La gloire de sa grâce

Par Alexandre Sarranle 28 janvier 2018

Si vous êtes croyant, vous vous posez peut-être la question suivante : Dieu est-il toujours disposé à me pardonner ? Ça fait tellement de fois, et si longtemps, que je retombe dans les mêmes péchés. Je me suis encore énervé contre mon conjoint. J’ai encore menti à mes parents. Je me suis encore livré à l’immoralité sur mon smartphone. J’ai encore tapé ma petite sœur. J’ai encore eu honte de Jésus à l’école ou au travail. J’ai encore été jaloux de la réussite de ce collègue, et j’ai parlé mal de lui dans son dos. J’ai encore été égoïste et paresseux à la maison. J’ai encore montré un mauvais exemple à mes enfants. Encore.

Et je me demande si j’ai épuisé le pardon de Dieu. Je ne me tourne plus vers lui dans la prière et la repentance comme je le faisais au début. Parce que je me sens bête, au fond. Je suis quasiment sûr que je vais recommencer, et Dieu le sait très bien.
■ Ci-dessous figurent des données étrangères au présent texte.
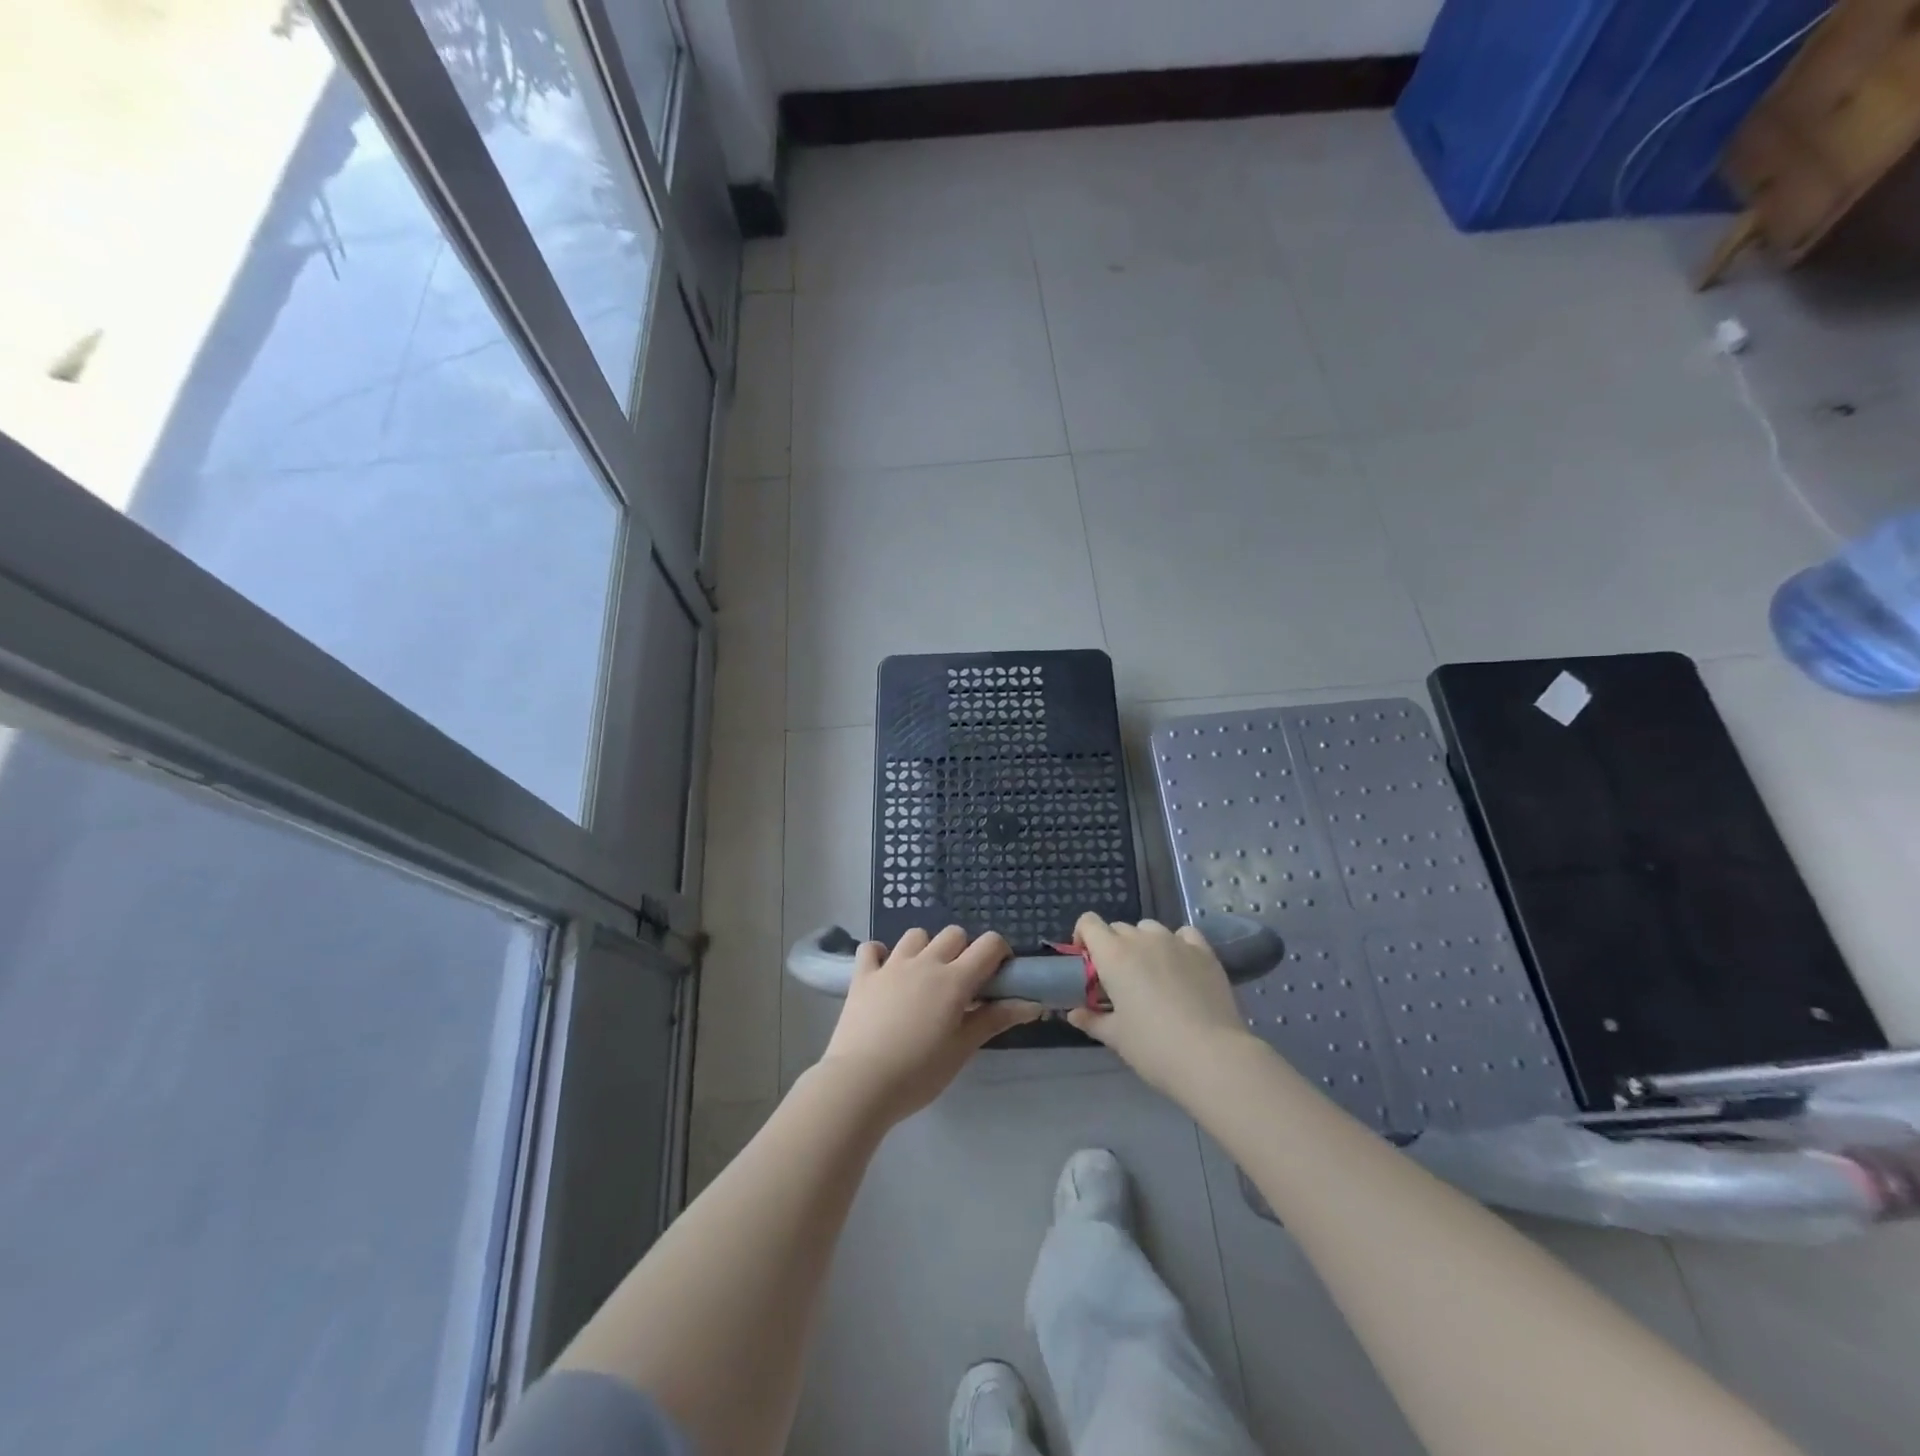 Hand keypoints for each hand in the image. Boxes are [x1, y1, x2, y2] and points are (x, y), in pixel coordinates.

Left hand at [816, 926, 1041, 1124]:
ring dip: (926, 949)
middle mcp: (925, 962)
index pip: (989, 944)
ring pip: (916, 935)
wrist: (860, 1083)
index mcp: (954, 979)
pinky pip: (872, 948)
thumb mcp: (963, 1049)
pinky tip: (885, 974)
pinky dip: (881, 955)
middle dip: (964, 951)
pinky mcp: (863, 976)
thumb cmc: (919, 1073)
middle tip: (961, 985)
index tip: (998, 976)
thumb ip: (996, 1019)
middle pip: (954, 934)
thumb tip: (1033, 1004)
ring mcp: (891, 965)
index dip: (1000, 953)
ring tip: (924, 978)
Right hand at [1067, 914, 1254, 1095]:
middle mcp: (1142, 939)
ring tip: (1151, 975)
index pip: (1088, 923)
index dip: (1083, 938)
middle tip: (1118, 981)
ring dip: (1143, 944)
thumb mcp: (1116, 1037)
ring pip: (1150, 929)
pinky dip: (1176, 944)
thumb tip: (1074, 1014)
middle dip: (1113, 947)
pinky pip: (1183, 934)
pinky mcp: (1204, 952)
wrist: (1213, 1058)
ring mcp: (1176, 942)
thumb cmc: (1154, 1047)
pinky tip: (1181, 966)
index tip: (1087, 964)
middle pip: (1118, 928)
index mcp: (1114, 955)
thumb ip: (1091, 1020)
C’est comme si ces différents péchés dans ma vie avaient gagné leur place ; comme s’ils l’avaient emporté, finalement, face au pardon de Dieu. La gentillesse de Dieu a bien ses limites, non ? J’ai du mal à croire que Dieu soit toujours disposé à me pardonner. Alors c’est pas grave. Je me suis résigné à vivre avec ces péchés, Dieu est au courant, il comprend, et je suppose que ça ne m’empêchera pas d’être sauvé à la fin…

Est-ce que vous fonctionnez parfois sur ce mode de pensée ? Il me semble que nous sommes tous enclins à sous-estimer la disponibilité du pardon de Dieu face à la force envahissante du péché. Croyants ou non-croyants. Parce que beaucoup de non-croyants aussi supposent que le Dieu de la Bible est un dieu, disons, intransigeant, un dieu sévère qui n’attend qu’une chose, c’est de pouvoir nous faire des reproches. Un père fouettard. Et beaucoup de non-croyants supposent qu’ils se sont disqualifiés à jamais d’avoir une relation avec Dieu, si toutefois Dieu existe ; ou alors, c’est qu’ils ne veulent tout simplement rien avoir à faire avec un tel dieu impatient et colérique.

Alors écoutez bien. Le texte qu’on va lire a pour but de nous convaincre au contraire que Dieu est toujours disposé à nous pardonner. Il nous présente inlassablement et infailliblement son pardon. Ce texte veut nous faire comprendre que le péché dans la vie des croyants ne peut pas épuiser le pardon de Dieu. Et à tous ceux qui seraient tentés de croire qu’il pourrait arriver un point où Dieu ne serait plus disposé à pardonner, le texte dit non ! Dieu pardonne, parce qu’il est comme ça !

Je vous rappelle que dans le texte, les Israélites viennent de commettre un péché très grave, et que Dieu a consenti à pardonner aux Israélites en vertu de Moïse. Maintenant, Moïse va demander à Dieu de lui confirmer pour sûr ce pardon, en se manifestant à lui de manière tangible.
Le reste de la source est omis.